常公公侯在外頭,他叫着回宮,口氣很是不好。誰都不敢上前,誰都不敢攔着他。
我沒有上前,只遠遠地跟着。常公公瞧見了我,卻是什麼都不敢說。
“二小姐。”雲眉從後面拉住了我,搖着頭,“我們回去可好?”我知道,她是怕了,怕此刻的元承灝會遷怒到我的頭上。
可是,我無法停下腳步來。
我也說不清楚爲何,只是,停不下來。
御駕在前面行了一段路,又突然停住了。我吃了一驚,見常公公靠近那窗口,點着頭,又轉身往回跑去。而御駕,再次行進。
“常公公。”我叫住了他。
他只急着擦了把汗,朝我道:“小主什麼也別問了,奴才趕着回儲鈺宮問問帝姬的情況,還得回皇上的話呢。”他說着,加快了步子跑去。

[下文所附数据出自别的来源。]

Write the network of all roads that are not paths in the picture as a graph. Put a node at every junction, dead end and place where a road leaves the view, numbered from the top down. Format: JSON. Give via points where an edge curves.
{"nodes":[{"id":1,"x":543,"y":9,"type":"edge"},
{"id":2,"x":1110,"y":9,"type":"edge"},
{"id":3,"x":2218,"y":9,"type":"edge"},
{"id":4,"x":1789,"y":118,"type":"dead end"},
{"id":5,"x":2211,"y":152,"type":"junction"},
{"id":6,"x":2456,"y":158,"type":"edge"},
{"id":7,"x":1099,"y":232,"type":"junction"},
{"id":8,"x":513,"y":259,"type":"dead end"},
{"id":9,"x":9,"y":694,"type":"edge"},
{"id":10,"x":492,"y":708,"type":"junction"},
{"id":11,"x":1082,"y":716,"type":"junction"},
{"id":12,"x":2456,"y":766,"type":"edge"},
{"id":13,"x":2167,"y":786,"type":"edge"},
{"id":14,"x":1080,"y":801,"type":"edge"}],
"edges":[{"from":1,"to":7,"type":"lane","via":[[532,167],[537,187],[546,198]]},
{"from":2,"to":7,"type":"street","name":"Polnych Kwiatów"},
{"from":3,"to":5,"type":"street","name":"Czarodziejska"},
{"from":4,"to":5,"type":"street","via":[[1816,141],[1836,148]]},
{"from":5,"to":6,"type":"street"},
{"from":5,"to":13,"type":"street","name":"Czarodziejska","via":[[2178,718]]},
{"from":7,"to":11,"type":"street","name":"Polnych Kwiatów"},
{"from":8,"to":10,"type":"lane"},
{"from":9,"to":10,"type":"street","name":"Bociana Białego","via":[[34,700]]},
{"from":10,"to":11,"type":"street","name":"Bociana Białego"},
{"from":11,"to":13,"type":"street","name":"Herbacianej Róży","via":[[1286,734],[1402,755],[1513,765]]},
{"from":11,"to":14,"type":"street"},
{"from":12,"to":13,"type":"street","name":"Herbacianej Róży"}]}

元承灝,是關心帝姬的。可,又究竟是什麼事,讓他親手傷了帝姬?
我咬着脣,目光順着御駕而去。
方纔在屋內,只他與帝姬二人,若是姝玉帝姬自個兒貪玩受了傷,他必然不會是這種表情。姚修容也是聰明人,是以,她方纔什麼都沒有問,只一個勁地安慰着帝姬別哭。
我想,姚修容是不敢問。
穿過御花園的時候,御駕再次停了下來。他下來,誰也不讓跟着。我朝他走去的方向看了一眼,是內湖。
我彷彿已經知道他要做什麼。
“雲眉,不必跟了。”吩咐着,從一旁的小道朝那湖邊而去。
他只在湖邊站了會兒,然後蹲下身去,將沾着鮮血的手浸入水中。他的目光,直直地看着湖面,我不知他究竟是在看着,還是在想着什麼。
略微靠得近了些。
他突然開口:“你好大的膽子。”說話的時候,他並不曾擡眸,而我,不會傻到以爲他呵斥的是另一個人。
握緊了手中的帕子,走上前,從容開口:“臣妾只是,看看皇上是否安好?”
“朕很好。”他說得有些憤恨。
我點了點頭,依舊上前幾步,鼓起勇氣開口:“帝姬會沒事的。”
明顯瞧見他的身子略滯,他的雙手已從水中抽出,然後起身。修長的指尖,除了滴落下來的水漬,再無其他。他輕握了握,負於身後。
有些緊張地垂下眼瞼,目光,只落於自己的絲屢之上。
良久良久,聽他並未說話。用了餘光,卻瞧見他已經轉身,那目光,直直地落在眼前的內湖之上。荷葉的翠色在午後的陽光下顯得愈發地嫩了。點綴在其間的蓮花,隨着風輕輕搖曳着。
男子突然開口:“這樣的景緻,覺得熟悉麼?”
我吃了一驚,將目光收回,落在他的背上。
聽他又道:“渝州堰湖上,那*的《凌波》。”這句話,從他的口中緩緩道出的時候,我的心已然不自覺地揪起來。
可我總覺得此情此景卻是如此的不搭調。
他疼愛的帝姬受了傷,他卻在這裡和我談論着《凌波》的事情。不,確切地說,是我姐姐。彷彿方纔在儲鈺宮的時候並不曾發生過一般。
既然,是他提及的,那麼於我而言,真是個好機會。
朝他跪下了,開口:“請皇上放過我姐姐!”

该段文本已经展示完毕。